| WORK INSTRUCTIONS |
Pictures in the records below are skipped; the rest is copied exactly.

| PROVIDED DATA |
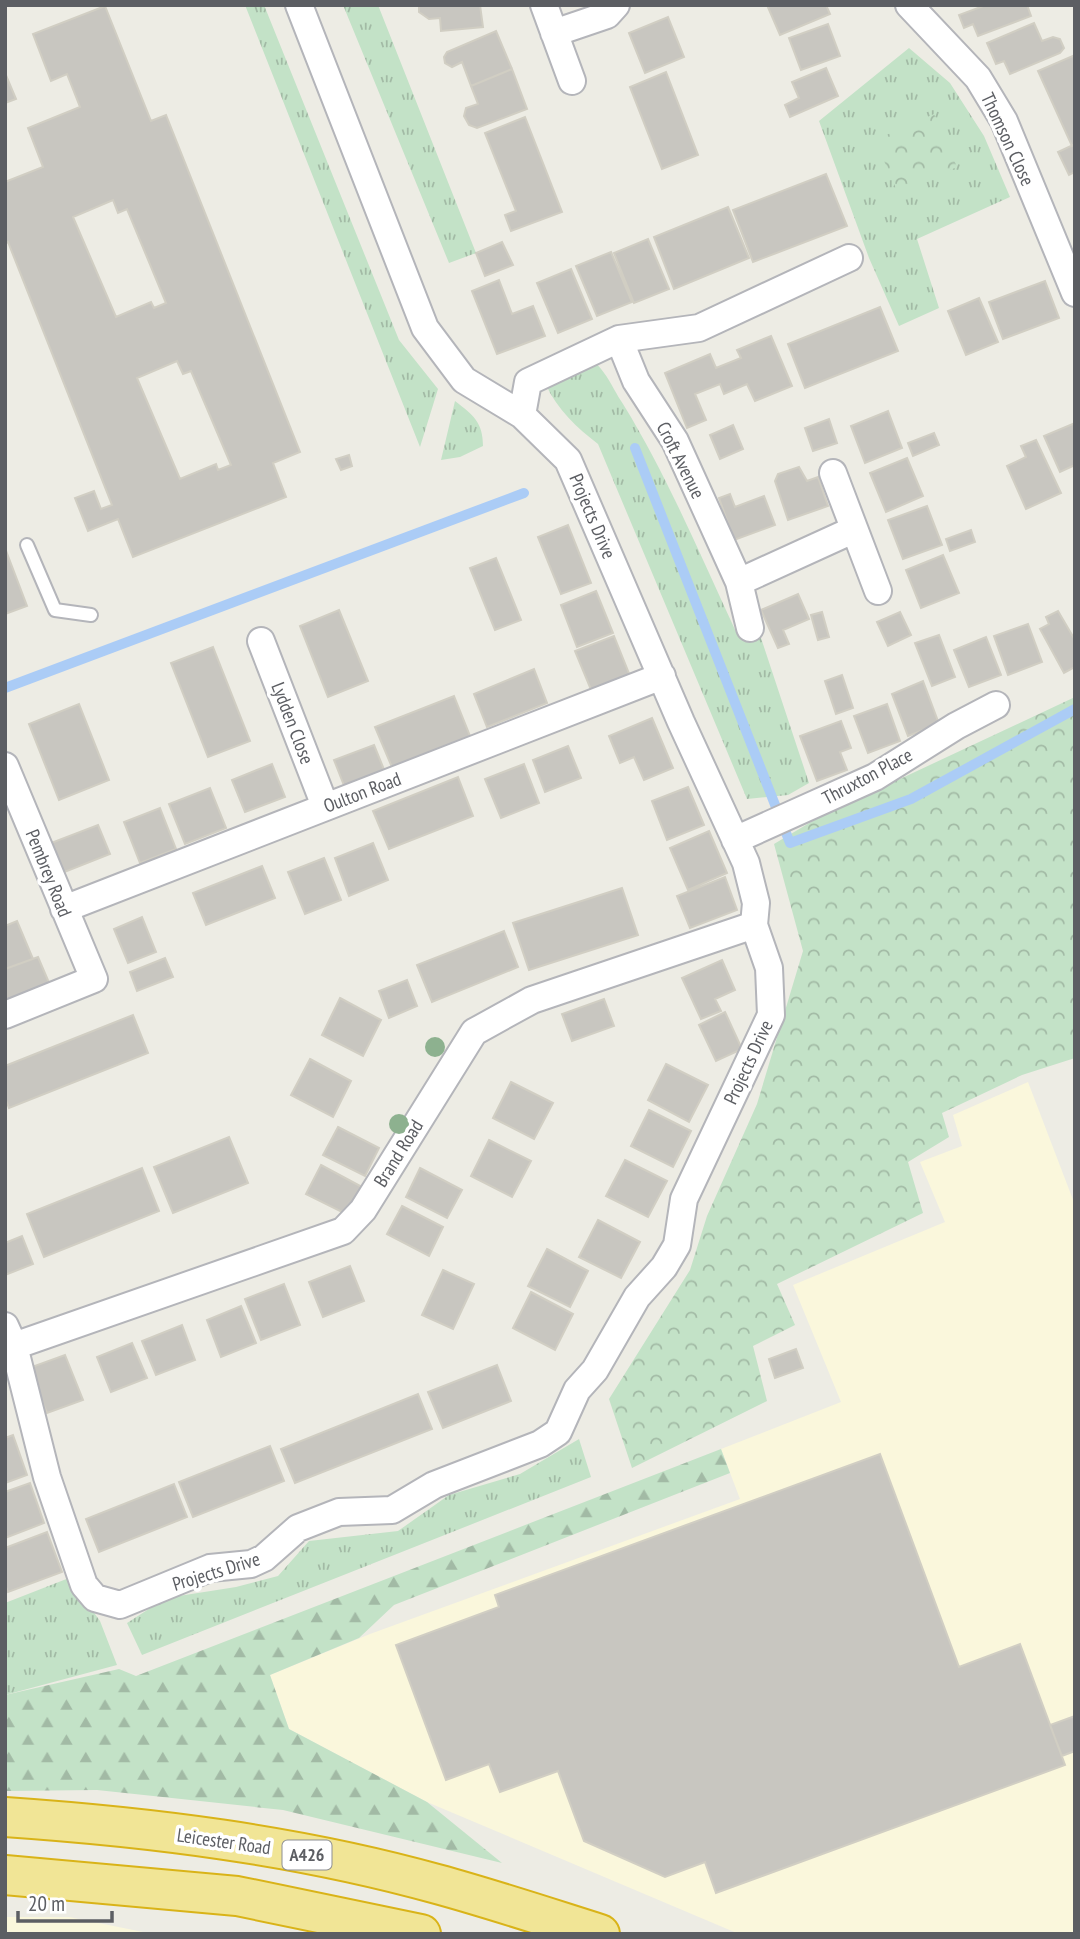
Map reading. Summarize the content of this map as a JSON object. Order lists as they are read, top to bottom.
{
  "streets": {
    "highway": ["Leicester Road", "A426"],
    "street": [
      "Thomson Close",
      "Croft Avenue",
      "Projects Drive",
      "Lydden Close",
      "Thruxton Place",
      "Oulton Road",
      "Pembrey Road",
      "Brand Road"
    ]
  },
  "crossings": [
    ["Projects Drive", "Thruxton Place"],
    ["Projects Drive", "Oulton Road"],
    ["Projects Drive", "Brand Road"],
    ["Lydden Close", "Oulton Road"],
    ["Oulton Road", "Pembrey Road"]
  ],
  "scale_bar": "20 m"
}
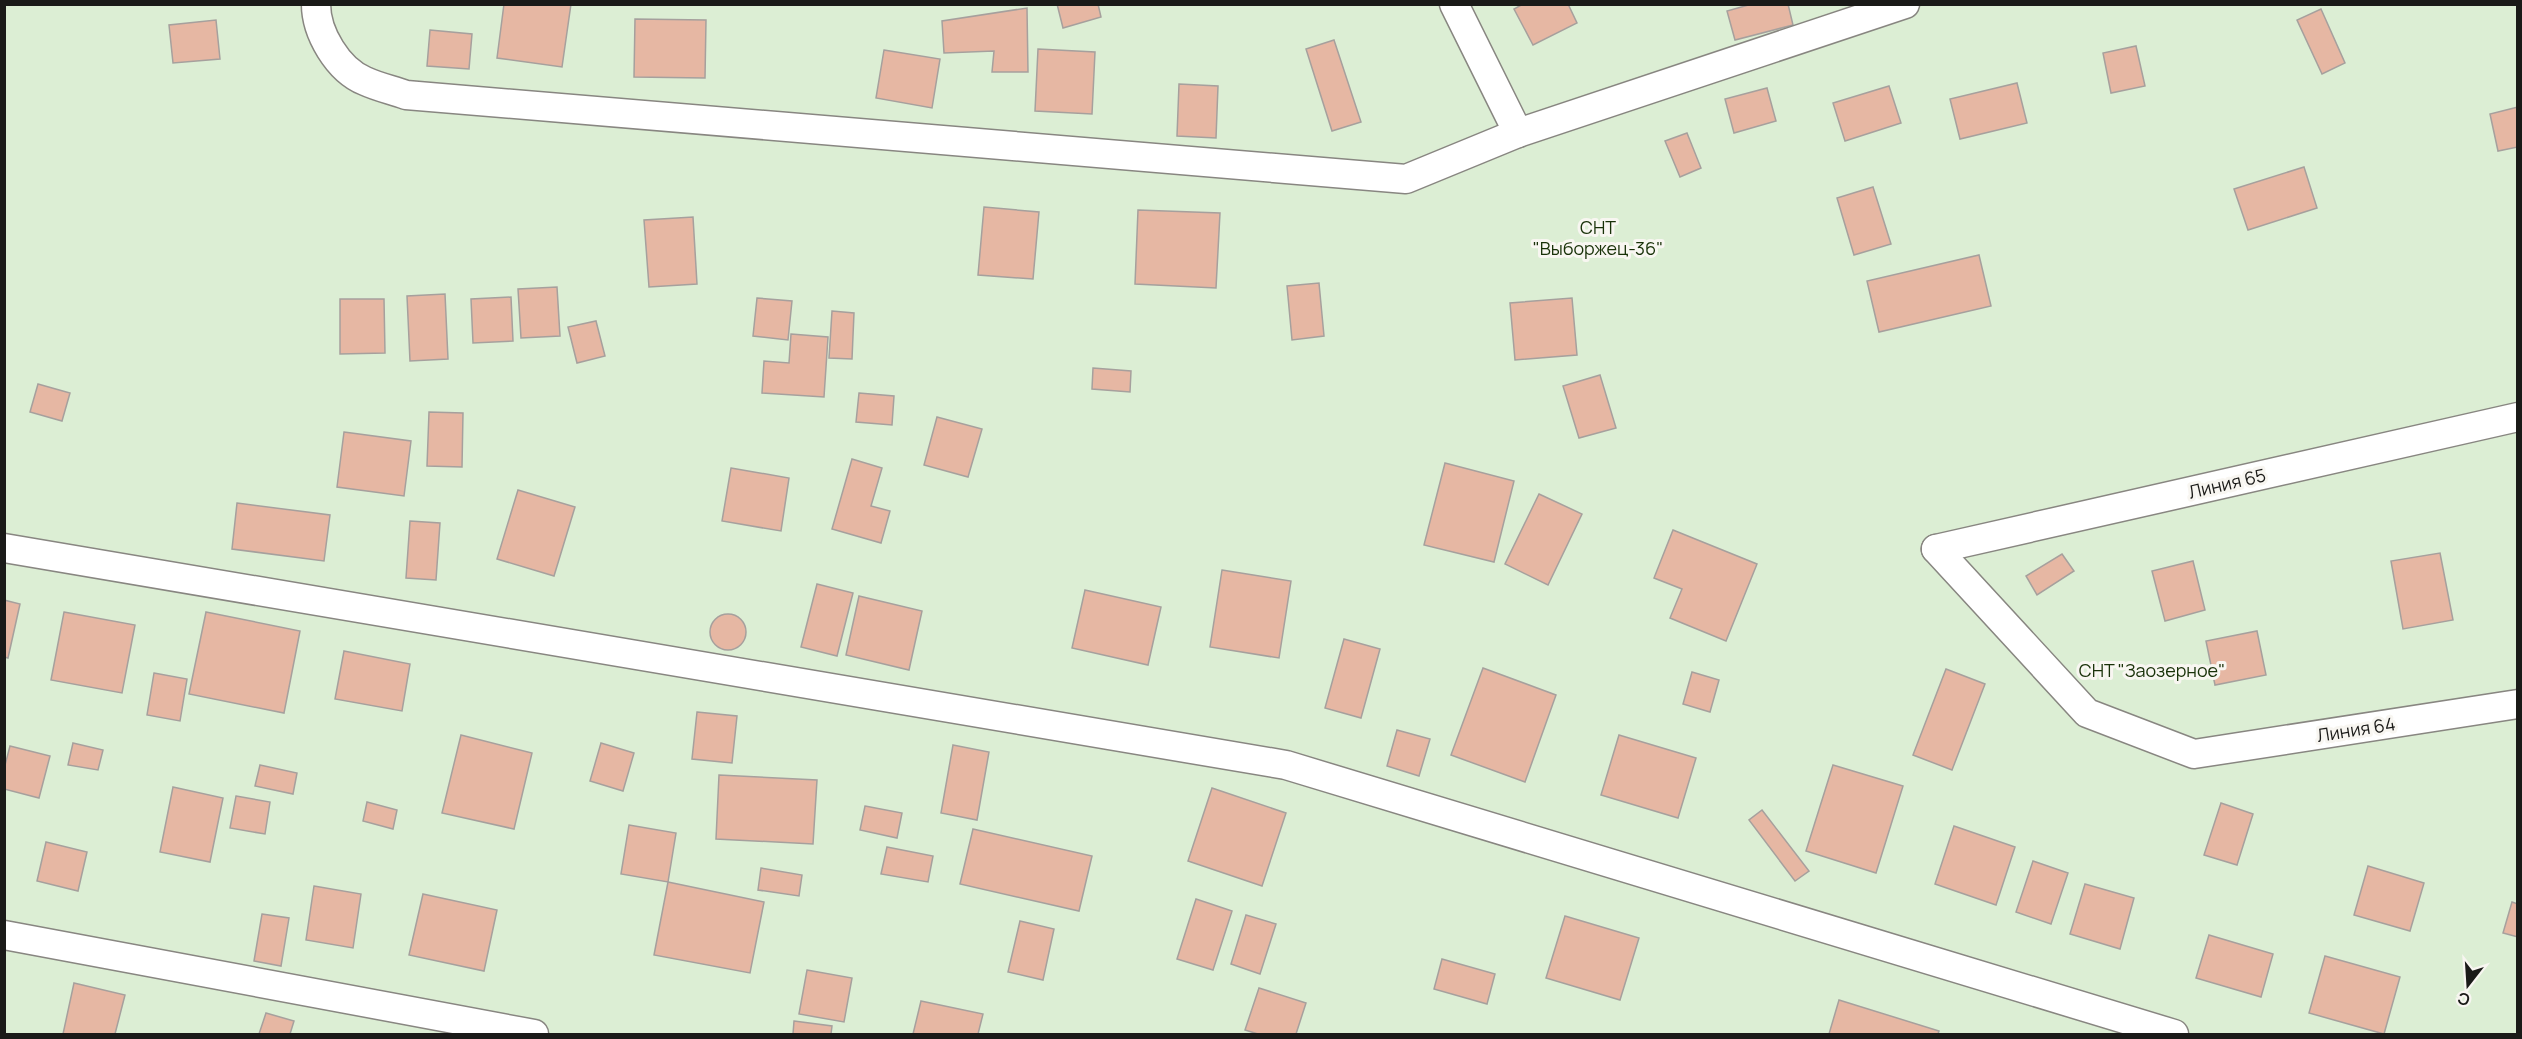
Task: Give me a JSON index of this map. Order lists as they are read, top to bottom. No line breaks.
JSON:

| OUTPUT OF THE TASK |
Map reading. Summarize the content of this map as a JSON object. Order lists as they are read, top to bottom.
{
  "streets": {
    "highway": ["Leicester Road", "A426"],
    "street": [
      "Thomson Close",
      "Croft Avenue",
      "Projects Drive",
      "Lydden Close",
      "Thruxton Place",
      "Oulton Road",
      "Pembrey Road",
      "Brand Road"
    ]
  },
  "crossings": [
    ["Projects Drive", "Thruxton Place"],
    ["Projects Drive", "Oulton Road"],
    ["Projects Drive", "Brand Road"],
    ["Lydden Close", "Oulton Road"],
    ["Oulton Road", "Pembrey Road"]
  ],
  "scale_bar": "20 m"
}
Task: Give me a JSON index of this map. Order lists as they are read, top to bottom. No line breaks.
JSON:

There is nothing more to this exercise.